A inércia da academia brasileira em produzir conhecimento para combater a discriminação racial acaba por perpetuá-la, afirma o reitor da Faculdade Zumbi dos Palmares, José Vicente.

Por isso, ele agiu.

Dos 1.400 alunos da instituição que fundou em 2004 em São Paulo, mais de 1.100 são negros, assim como este ex-boia-fria que se tornou advogado e sociólogo, doutorou-se em educação e virou reitor. Metade dos 110 docentes, também.

Vicente, que nasceu no Morro do Querosene, em Marília (SP), há 60 anos, começou a trabalhar na infância e indignou-se cedo com as frequentes cenas de violência policial em sua vizinhança. Especializou-se em direito e educação para tentar reparar injustiças em um país onde o racismo, a seu ver, continua a ser a grande questão. 

Uma dessas injustiças são os obstáculos à entrada de alunos negros no ensino superior. Apenas em 2018 os pretos e pardos que perfazem 55,8% da população brasileira se tornaram, segundo o IBGE, maioria nas faculdades federais, sendo 50,3% dos alunos destas.

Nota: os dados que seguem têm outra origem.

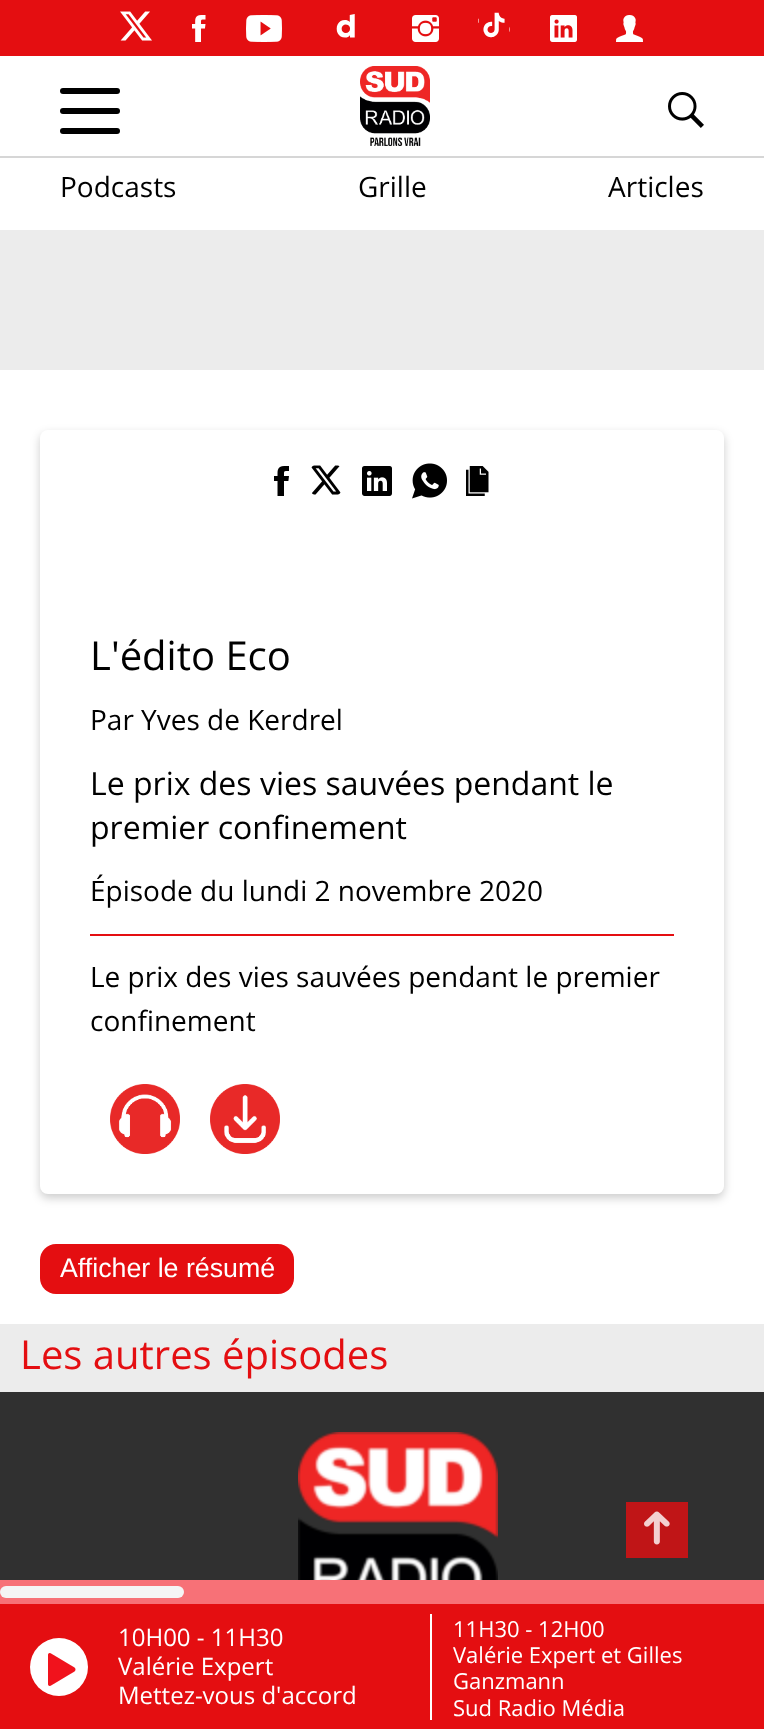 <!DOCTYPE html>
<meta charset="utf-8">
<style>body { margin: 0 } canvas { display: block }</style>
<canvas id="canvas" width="764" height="1729"></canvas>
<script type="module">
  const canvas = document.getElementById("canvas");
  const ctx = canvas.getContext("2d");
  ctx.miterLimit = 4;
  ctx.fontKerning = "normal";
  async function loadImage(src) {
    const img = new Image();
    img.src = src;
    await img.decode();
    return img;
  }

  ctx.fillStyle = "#ececec";
  ctx.fillRect(0, 0, 764, 1729);
  ctx.fillStyle = "#e40e11";
  ctx.fillRect(0, 0, 764, 56);
  ctx.drawImage(await loadImage("img1.png"), 120, 11, 32, 30);
  ctx.drawImage(await loadImage("img2.png"), 192, 15, 14, 27);
  ctx.drawImage(await loadImage("img3.png"), 246, 15, 36, 27);
  ctx.drawImage(await loadImage("img4.png"), 336, 14, 19, 24);
  ctx.drawImage(await loadImage("img5.png"), 412, 15, 27, 27);
  ctx.drawImage(await loadImage("img6.png"), 478, 12, 32, 26);
  ctx.drawImage(await loadImage("img7.png"), 550, 15, 27, 27);
  ctx.drawImage(await loadImage("img8.png"), 616, 15, 27, 27);
  ctx.fillStyle = "#ffffff";
  ctx.fillRect(0, 56, 764, 100);
  ctx.fillStyle = "#000000";
  ctx.beginPath();
  ctx.roundRect(60, 88, 60, 6, 3);
  ctx.fill();
  ctx.beginPath();
  ctx.roundRect(60, 108, 60, 6, 3);
  ctx.fill();
  ctx.beginPath();
  ctx.roundRect(60, 128, 60, 6, 3);
  ctx.fill();
  ctx.drawImage(await loadImage("img9.png"), 360, 66, 70, 80);
  ctx.drawImage(await loadImage("img10.png"), 668, 92, 36, 36);
  ctx.fillStyle = "#ffffff";
  ctx.fillRect(0, 158, 764, 72);
  ctx.fillStyle = "#d6d6d6";
  ctx.fillRect(0, 156, 764, 2);
  ctx.font = "28px Open Sans";
  ctx.fillStyle = "#000000";
  ctx.fillText("Podcasts", 60, 197);
  ctx.fillText("Grille", 358, 197);
  ctx.fillText("Articles", 608, 197);
  ctx.fillStyle = "#ffffff";
  ctx.fillRect(0, 370, 764, 954);
  ctx.fillStyle = "rgba(0, 0, 0, 0.2)";
  ctx.filter = "blur(5px)";
  ctx.beginPath();
  ctx.roundRect(40, 434, 684, 764, 8);
  ctx.fill();
  ctx.filter = "none";
  ctx.fillStyle = "#ffffff";
  ctx.beginPath();
  ctx.roundRect(40, 430, 684, 764, 8);
  ctx.fill();
  ctx.drawImage(await loadImage("img11.png"), 274, 466, 15, 30);
  ctx.drawImage(await loadImage("img12.png"), 311, 465, 30, 30);
  ctx.drawImage(await loadImage("img13.png"), 362, 466, 30, 30);
  ctx.drawImage(await loadImage("img14.png"), 412, 463, 35, 36);
  ctx.drawImage(await loadImage("img15.png"), 466, 466, 23, 30);
  ctx.font = "40px Open Sans";
  ctx.fillStyle = "#000000";
  ctx.fillText("L'édito Eco", 90, 670);
  ctx.font = "28px Open Sans";
  ctx.fillText("Par Yves de Kerdrel", 90, 730);
  ctx.font = "32px Open Sans";
  ctx.fillText("Le prix des vies sauvées pendant le", 90, 795);
  ctx.fillText("premier confinement", 90, 839);
  ctx.font = "28px Open Sans";
  ctx.fillText("Épisode du lundi 2 novembre 2020", 90, 901);
  ctx.fillStyle = "#e40e11";
  ctx.fillRect(90, 934, 584, 2);
  ctx.fillStyle = "#000000";
  ctx.fillText("Le prix des vies sauvées pendant le premier", 90, 987);
  ctx.fillText("confinement", 90, 1031);
  ctx.drawImage(await loadImage("img16.png"), 110, 1084, 70, 70);
  ctx.drawImage(await loadImage("img17.png"), 210, 1084, 70, 70);
  ctx.fillStyle = "#e40e11";
  ctx.beginPath();
  ctx.roundRect(40, 1244, 254, 50, 16);
  ctx.fill();
  ctx.font = "26.75px Liberation Sans";
  ctx.fillStyle = "#ffffff";
  ctx.fillText("Afficher le résumé", 60, 1277);
  ctx.font = "40px Open Sans";
  ctx.fillStyle = "#e40e11";
  ctx.fillText("Les autres épisodes", 20, 1369);
  ctx.fillStyle = "#303030";
  ctx.fillRect(0, 1392, 764, 188);
  ctx.drawImage(await loadImage("img18.png"), 298, 1432, 200, 148);
  ctx.fillStyle = "#c01517";
  ctx.fillRect(626, 1502, 62, 56);
  ctx.drawImage(await loadImage("img19.png"), 644, 1511, 26, 34);
  ctx.fillStyle = "#e40e11";
  ctx.fillRect(0, 1604, 764, 125);
  ctx.fillStyle = "#f77177";
  ctx.fillRect(0, 1580, 764, 24);
  ctx.fillStyle = "#f5f5f5";
  ctx.beginPath();
  ctx.roundRect(0, 1586, 184, 12, 6);
  ctx.fill();
  ctx.fillStyle = "#ffffff";
  ctx.beginPath();
  ctx.arc(59, 1667, 29, 0, Math.PI * 2);
  ctx.fill();
  ctx.drawImage(await loadImage("img20.png"), 48, 1653, 28, 33);
  ctx.font = "24px Open Sans";
  ctx.fillText("10H00 - 11H30", 118, 1646);
  ctx.fillText("Valérie Expert", 118, 1675);
  ctx.fillText("Mettez-vous d'accord", 118, 1704);
  ctx.fillRect(430, 1614, 2, 106);
  ctx.font = "22px Open Sans";
  ctx.fillText("11H30 - 12H00", 453, 1637);
  ctx.fillText("Valérie Expert et Gilles", 453, 1663);
  ctx.fillText("Ganzmann", 453, 1689);
  ctx.fillText("Sud Radio Média", 453, 1716);
</script>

Nas particulares, ainda são 43,2% do corpo discente. 

Em dez anos, a faculdade que ele fundou e que cobra mensalidade média de R$ 350 formou cerca de 2.200 alunos em oito cursos, em parte mantidos por doações: administração, direito, publicidade, pedagogia, tecnologia de transportes terrestres, logística, recursos humanos e segurança privada. A maioria dos egressos é de mulheres negras. 

Para o negro que sobe, no entanto, ele relata que resta a solidão social.

O sr. diz que só se descobriu negro ao sofrer racismo no curso de direito.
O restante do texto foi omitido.